Hoy en Los Zapatos de... nos adentramos en el mundo de las artes marciales, donde la disciplina, el respeto y la constancia se convierten en herramientas para formar no solo atletas, sino también personas.
En esta ocasión acompañamos a Miguel May Balcasa, entrenador de muay thai, quien desde hace cuatro décadas ha dedicado su vida a las artes marciales y desde hace 18 años comparte sus conocimientos con niños, jóvenes y adultos en Culiacán.
“Tengo 40 años de entrenamiento, 40 años en diferentes disciplinas marciales, desde karate tradicional y moderno hasta este sistema simplificado de Tailandia”.
Más que entrenar: formar personas
Su jornada comienza preparando cada sesión para que sus alumnos desarrollen técnica, condición física y confianza. Sus entrenamientos duran dos horas, tiempo que, asegura, permite fortalecer no solo el cuerpo, sino también la mente.
Entre golpes, ejercicios y práctica constante, sus alumnos no solo buscan aprender defensa personal, sino también mejorar su salud, reducir el estrés y alcanzar metas como bajar de peso o ganar seguridad en sí mismos.

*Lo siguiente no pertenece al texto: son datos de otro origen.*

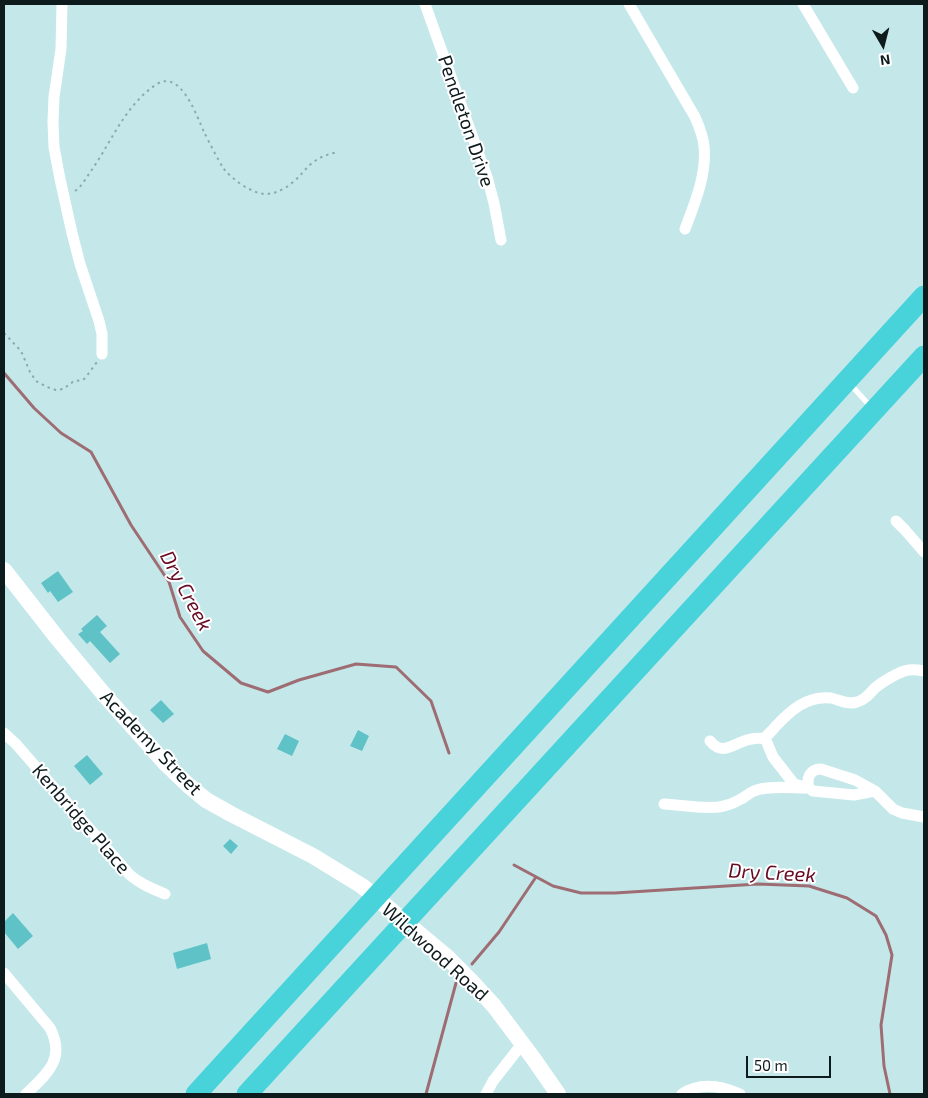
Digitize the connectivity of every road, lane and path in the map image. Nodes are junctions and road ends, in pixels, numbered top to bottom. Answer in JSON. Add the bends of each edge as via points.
{"nodes":[{"id":1,"x":62,"y":4,"type":"edge"},
{"id":2,"x":425,"y":4,"type":"edge"},
{"id":3,"x":629,"y":4,"type":"edge"},
{"id":4,"x":803,"y":4,"type":"edge"},
{"id":5,"x":853,"y":88,"type":"dead end"},
{"id":6,"x":338,"y":152,"type":"dead end"},
{"id":7,"x":64,"y":196,"type":"junction"},
{"id":8,"x":685,"y":229,"type":"dead end"},
{"id":9,"x":501,"y":240,"type":"dead end"},
{"id":10,"x":924,"y":296,"type":"edge"},
{"id":11,"x":4,"y":333,"type":"edge"},
{"id":12,"x":102,"y":354,"type":"joint"},
{"id":13,"x":924,"y":356,"type":"edge"},
{"id":14,"x":847,"y":381,"type":"junction"},
{"id":15,"x":874,"y":410,"type":"junction"},
{"id":16,"x":896,"y":521,"type":"dead end"},
{"id":17,"x":924,"y":552,"type":"edge"},
{"id":18,"x":4,"y":570,"type":"edge"},
{"id":19,"x":924,"y":671,"type":"edge"},
{"id":20,"x":4,"y":733,"type":"edge"},
{"id":21,"x":765,"y":738,"type":"junction"},
{"id":22,"x":710,"y":741,"type":"dead end"},
{"id":23,"x":809,"y":788,"type":"junction"},
{"id":24,"x":875,"y":791,"type":"junction"},
{"id":25,"x":664,"y":804,"type":"dead end"},
{"id":26,"x":924,"y":817,"type":"edge"},
{"id":27,"x":362,"y":886,"type":"joint"},
{"id":28,"x":165,"y":894,"type":"dead end"},
{"id":29,"x":4,"y":973,"type":"edge"},
{"id":30,"x":522,"y":1044,"type":"junction"},
{"id":31,"x":26,"y":1094,"type":"edge"},
{"id":32,"x":196,"y":1094,"type":"edge"},
{"id":33,"x":247,"y":1094,"type":"edge"},
{"id":34,"x":486,"y":1094,"type":"edge"},
{"id":35,"x":558,"y":1094,"type":"edge"},
{"id":36,"x":682,"y":1094,"type":"edge"},
{"id":37,"x":740,"y":1094,"type":"edge"}],
"edges":[{"from":1,"to":7,"type":"street","via":[[53,122],[54,148]]},
{"from":2,"to":9,"type":"street","name":"Pendleton Drive","via":[[487,177]]},
{"from":3,"to":8,"type":"street","via":[[701,130],[704,160],[700,186]]},
{"from":4,"to":5,"type":"street"},
{"from":6,"to":7,"type":"path","via":[[310,164],[282,190],[272,194],[255,192],[224,169],[185,93],[172,83],[159,83],[119,124],[79,188]]},
{"from":7,"to":12,"type":"street","via":[[80,264],[99,321]]},
{"from":10,"to":14,"type":"highway"},
{"from":11,"to":12,"type":"path","via":[[21,351],[36,381],[56,390],[83,380]]},
{"from":13,"to":15,"type":"highway"},
{"from":14,"to":15,"type":"lane"},
{"from":14,"to":32,"type":"highway"},
{"from":15,"to":33,"type":"highway"},
{"from":16,"to":17,"type":"street"},
{"from":18,"to":27,"type":"street","name":"Academy Street","via":[[107,698],[188,786],[206,800],[313,856]]},
{"from":19,"to":21,"type":"street","via":[[907,670],[882,683],[856,703],[832,698],[810,700],[784,717]]},
{"from":20,"to":28,"type":"street","name":"Kenbridge Place","via":[[130,875]]},
{"from":21,"to":22,"type":"street","via":[[723,749]]},
{"from":21,"to":23,"type":"street","via":[[773,757],[794,784]]},
{"from":23,"to":24,"type":"street","via":[[854,795]]},
{"from":23,"to":24,"type":"street","via":[[808,777],[812,771],[821,769],[855,780]]},
{"from":23,"to":25,"type":"street","via":[[760,789],[729,805],[717,807]]},
{"from":24,"to":26,"type":"street","via":[[893,809]]},
{"from":27,"to":30,"type":"street","name":"Wildwood Road","via":[[471,981]]},
{"from":29,"to":31,"type":"street","via":[[50,1028],[56,1045],[53,1066]]},
{"from":30,"to":34,"type":"street"},
{"from":30,"to":35,"type":"street","name":"Wildwood Road"},
{"from":36,"to":37,"type":"street","via":[[705,1086]]}]}
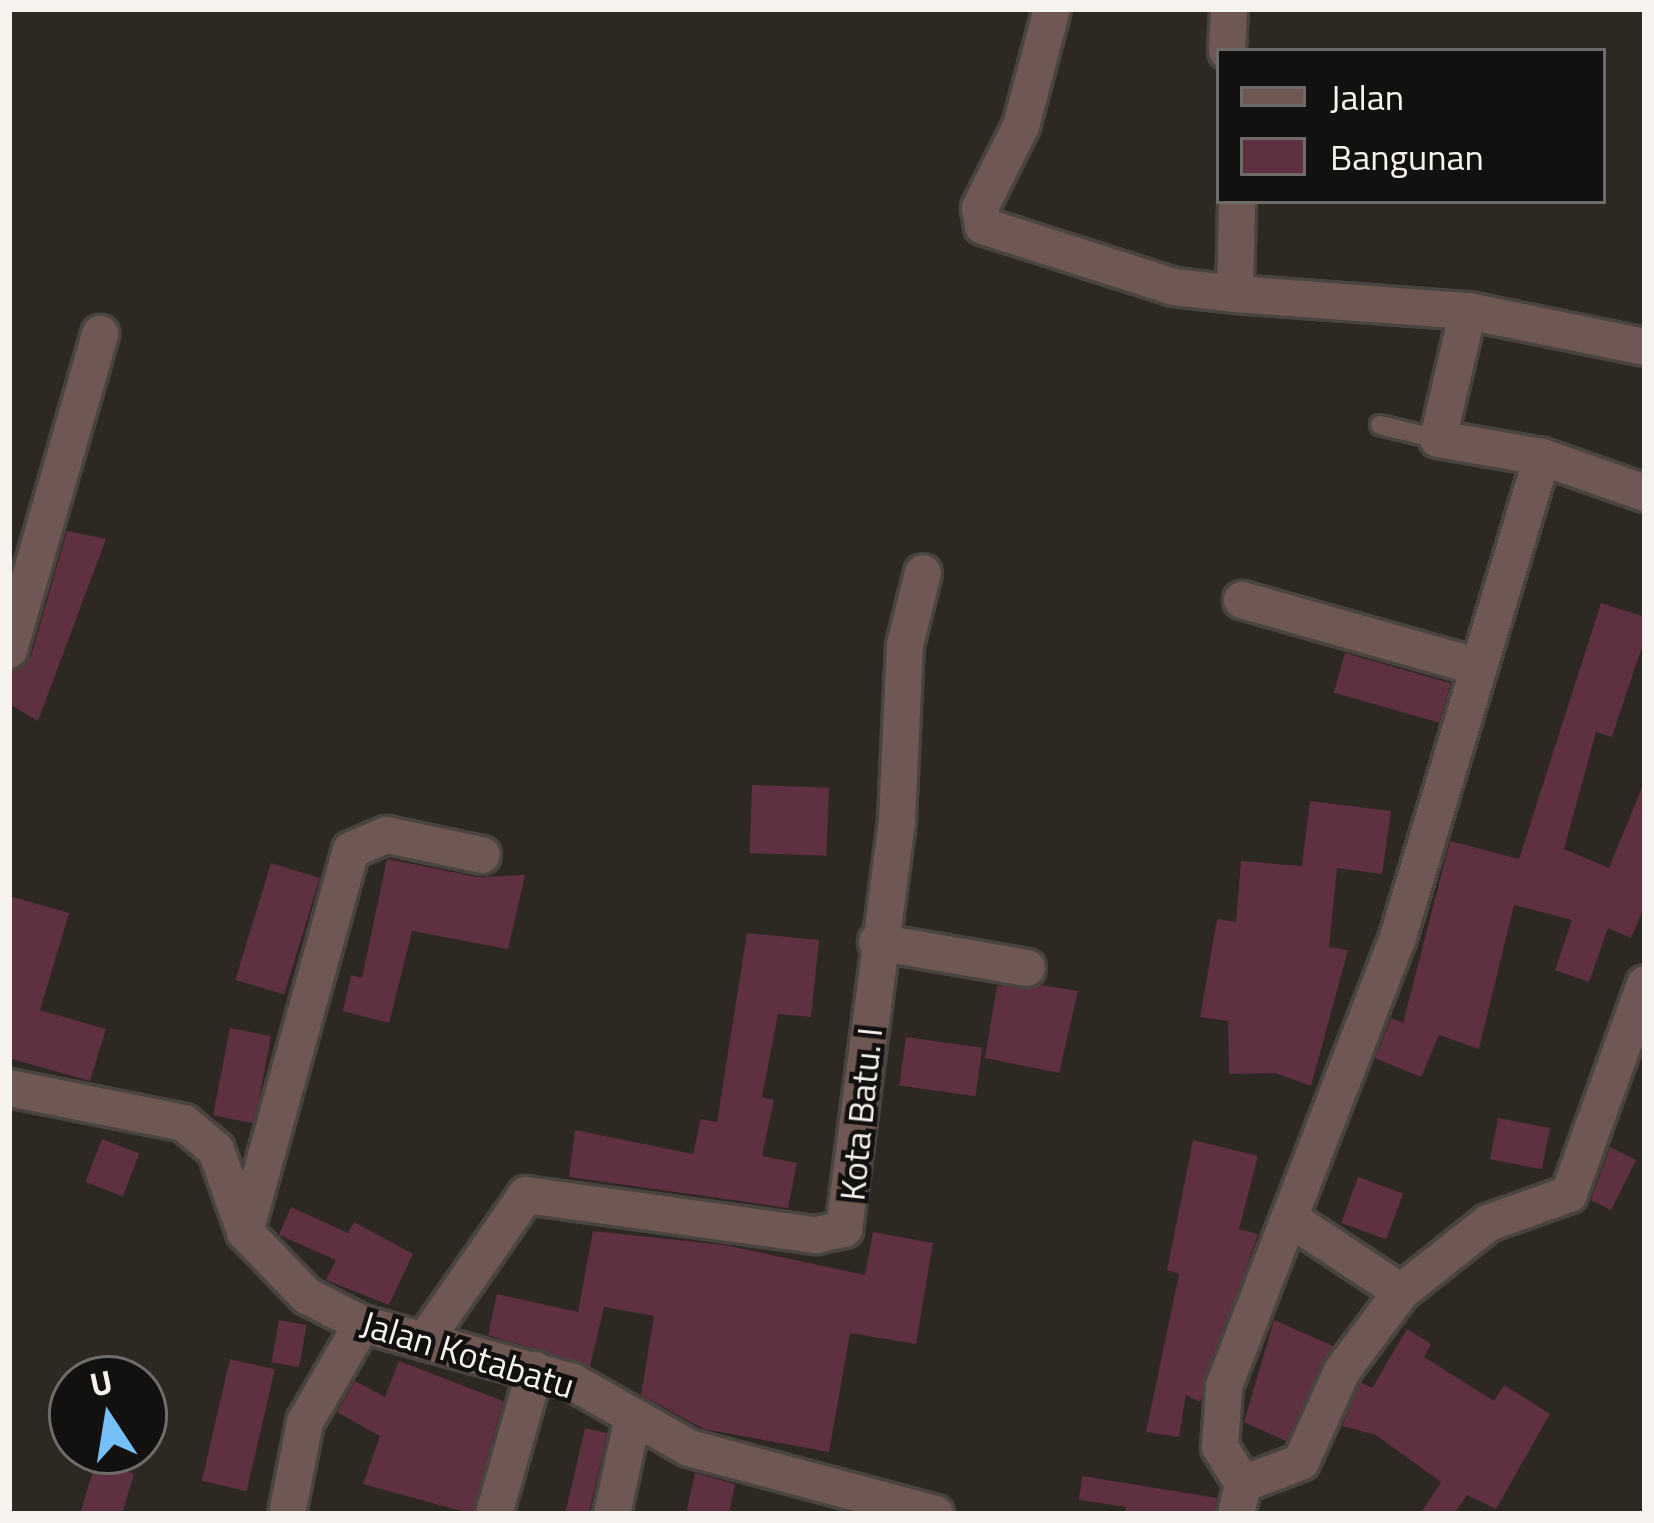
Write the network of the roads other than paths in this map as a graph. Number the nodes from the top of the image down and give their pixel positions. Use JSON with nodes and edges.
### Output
{"nodes":[{"id":1,"x":1052,"y":9,"type":"edge"},
{"id":2,"x":1229,"y":9,"type":"edge"},
{"id":3,"x":1227,"y":48,"type":"edge"},
{"id":4,"x":1238,"y":204,"type":"edge"},
{"id":5,"x":1235,"y":294,"type":"junction"},
{"id":6,"x":1468,"y":311,"type":"junction"},
{"id":7,"x":100,"y":334,"type":"dead end"},
{"id":8,"x":1645,"y":347,"type":"edge"},
{"id":9,"x":1380,"y":425,"type":"dead end"},
{"id":10,"x":1438,"y":439,"type":"junction"},
{"id":11,"x":1542,"y":458,"type":"junction"},
{"id":12,"x":1645,"y":493,"type":"edge"},
{"id":13,"x":923,"y":573,"type":"dead end"},
{"id":14,"x":1242,"y":600,"type":"dead end"},
{"id":15,"x":9,"y":650,"type":"edge"},
{"id":16,"x":1478,"y":667,"type":"junction"},
{"id":17,"x":482,"y":855,"type":"dead end"},
{"id":18,"x":877,"y":942,"type":"junction"},
{"id":19,"x":1027,"y":968,"type":"dead end"},
{"id":20,"x":1645,"y":984,"type":"edge"},
{"id":21,"x":9,"y":1088,"type":"edge"},
{"id":22,"x":1295,"y":1222,"type":"junction"},
{"id":23,"x":245,"y":1232,"type":"junction"},
{"id":24,"x":1401,"y":1292,"type":"junction"},
{"id":25,"x":362,"y":1324,"type":"junction"},
{"id":26,"x":424,"y":1340,"type":"junction"},
{"id":27,"x":536,"y":1370,"type":"junction"},
{"id":28,"x":633,"y":1417,"type":"junction"},
{"id":29,"x":1240,"y":1499,"type":"edge"},
{"id":30,"x":287,"y":1514,"type":"edge"},
{"id":31,"x":494,"y":1514,"type":"edge"},
{"id":32,"x":612,"y":1514,"type":"edge"},
{"id":33,"x":934,"y":1514,"type":"edge"}],
"edges":[{"from":1,"to":5,"type":"street"},
{"from":2,"to":3,"type":"street"},
{"from":4,"to":5,"type":"street"},
{"from":5,"to":6,"type":"street"},
{"from":6,"to":8,"type":"street"},
{"from":6,"to":10,"type":"street"},
{"from":7,"to":15,"type":"street"},
{"from":9,"to":10,"type":"lane"},
{"from":10,"to":11,"type":"street"},
{"from":11,"to":12,"type":"street"},
{"from":11,"to":16,"type":"street"},
{"from":13,"to":18,"type":"street","name":"Kota Batu. I"},
{"from":14,"to":16,"type":"street"},
{"from":16,"to":22,"type":"street"},
{"from":17,"to":23,"type":"street"},
{"from":18,"to":19,"type":"street"},
{"from":18,"to":26,"type":"street","name":"Kota Batu. I"},
{"from":20,"to":24,"type":"street"},
{"from":21,"to":23,"type":"street","name":"Jalan Kotabatu"},
{"from":22,"to":24,"type":"street"},
{"from":22,"to":29,"type":"street"},
{"from":23,"to":25,"type":"street","name":"Jalan Kotabatu"},
{"from":24,"to":29,"type":"street"},
{"from":25,"to":26,"type":"street","name":"Jalan Kotabatu"},
{"from":25,"to":30,"type":"street"},
{"from":26,"to":27,"type":"street","name":"Jalan Kotabatu"},
{"from":27,"to":28,"type":"street","name":"Jalan Kotabatu"},
{"from":27,"to":31,"type":"street"},
{"from":28,"to":32,"type":"street"},
{"from":28,"to":33,"type":"street","name":"Jalan Kotabatu"}]}
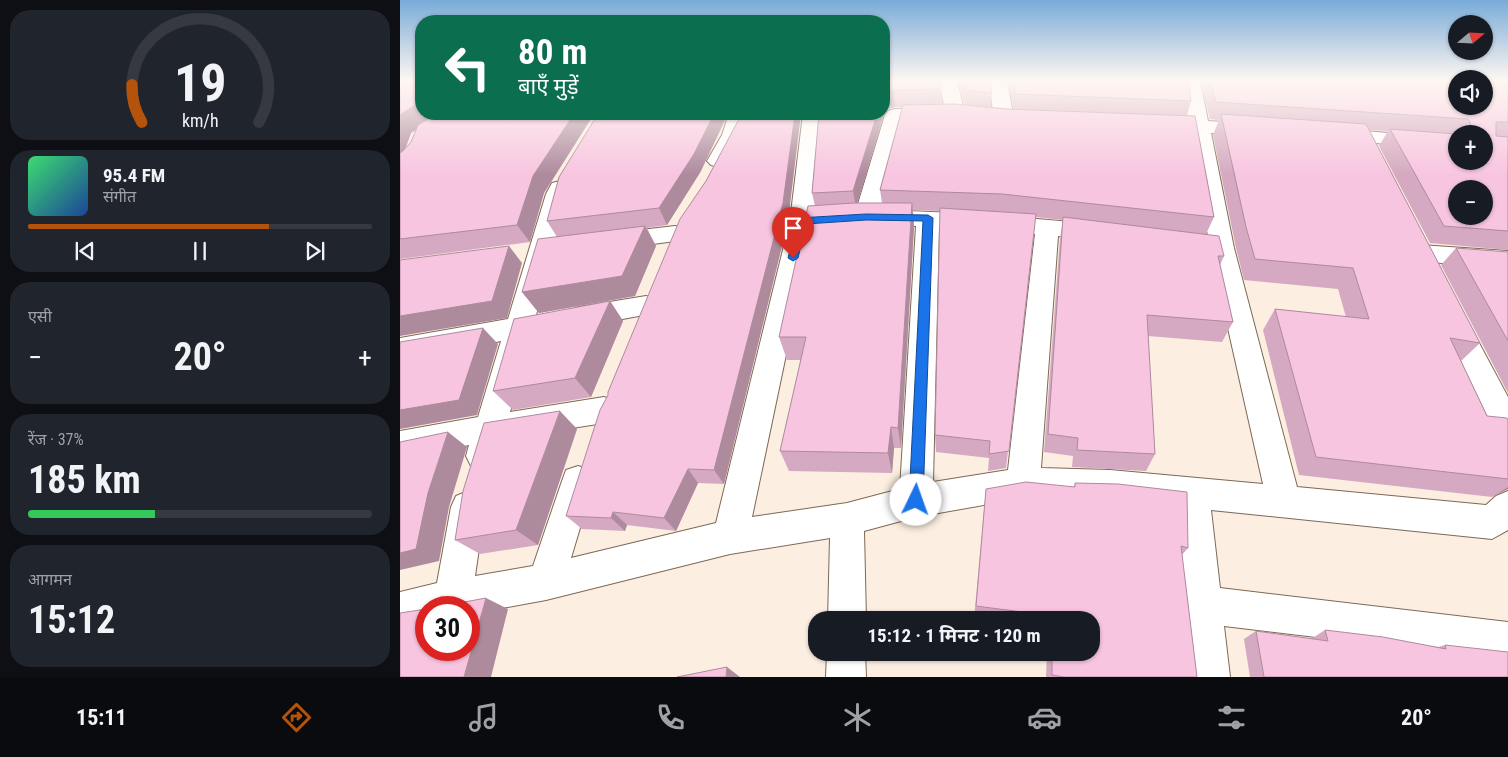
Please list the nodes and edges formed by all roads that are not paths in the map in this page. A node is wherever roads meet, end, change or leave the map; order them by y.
1 (983, 113) edge
2 (989, 113) edge
3 (1197, 113) edge
4 (890, 114) edge
5 (988, 117) junction
6 (737, 120) edge
7 (812, 120) edge
8 (887, 120) edge
9 (1141, 124) edge
10 (1199, 126) junction
11 (1276, 131) edge
12 (1314, 134) edge
13 (1362, 137) junction
14 (1448, 143) edge
15 (1376, 164) edge
16 (571, 170) edge
17 (707, 182) edge
18 (928, 218) junction
19 (1047, 227) junction
20 (1125, 236) edge
21 (589, 244) edge
22 (551, 249) junction
23 (513, 254) dead end
24 (1508, 260) edge
25 (646, 306) junction
26 (519, 327) junction
27 (635, 332) edge
28 (400, 349) edge
29 (1508, 427) edge
30 (490, 428) junction
31 (400, 445) edge
32 (1023, 483) junction
33 (1194, 493) junction
34 (916, 500) junction
35 (1284, 502) junction
36 (1508, 507) edge
37 (847, 519) junction
38 (730, 537) junction
39 (546, 582) junction
40 (453, 596) edge
41 (465, 596) edge
42 (1202, 605) junction
43 (415, 607) edge
44 (400, 611) edge
45 (847, 611) edge
46 (1508, 641) edge
47 (846, 661) edge
48 (846, 677) edge
49 (1210, 677) edge

1 - 5 street
2 - 5 street
3 - 10 street
4 - 5 street
6 - 17 street
7 - 38 street
8 - 18 street
9 - 10 street
10 - 11 street
10 - 35 street
12 - 13 street
13 - 14 street
13 - 15 street
16 - 22 street
18 - 19 street
18 - 34 street
19 - 20 street
19 - 32 street
21 - 25 street
22 - 23 street
22 - 26 street
24 - 29 street
25 - 26 street
25 - 27 street
26 - 28 street
26 - 30 street
30 - 31 street
30 - 39 street
30 - 40 street
32 - 33 street
32 - 34 street
33 - 35 street
33 - 42 street
34 - 37 street
35 - 36 street
37 - 38 street
37 - 45 street
38 - 39 street
39 - 41 street
42 - 46 street
42 - 49 street
43 - 44 street
47 - 48 street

Entrenamiento de muay thai: una experiencia de disciplina
En esta ocasión nos tocó ponernos los guantes y vivir de cerca una clase de muay thai, donde aprendimos desde la postura básica, el desplazamiento y la coordinación, hasta movimientos que requieren concentración, precisión y control.
Cada ejercicio exige esfuerzo, pero también demuestra que la técnica y la disciplina son más importantes que la fuerza. Además, el compañerismo entre los alumnos convierte el entrenamiento en una experiencia motivadora.
Un maestro que deja huella: el deporte como forma de vida
Para Miguel May Balcasa, ser entrenador va mucho más allá de enseñar técnicas de combate. Representa la oportunidad de guiar, motivar y acompañar a personas de todas las edades en su crecimiento físico y personal.
En los zapatos de Miguel descubrimos que detrás de cada clase existe una historia de vocación, entrega y disciplina, donde el verdadero triunfo no siempre está en el ring, sino en el impacto positivo que un maestro puede dejar en la vida de sus alumnos.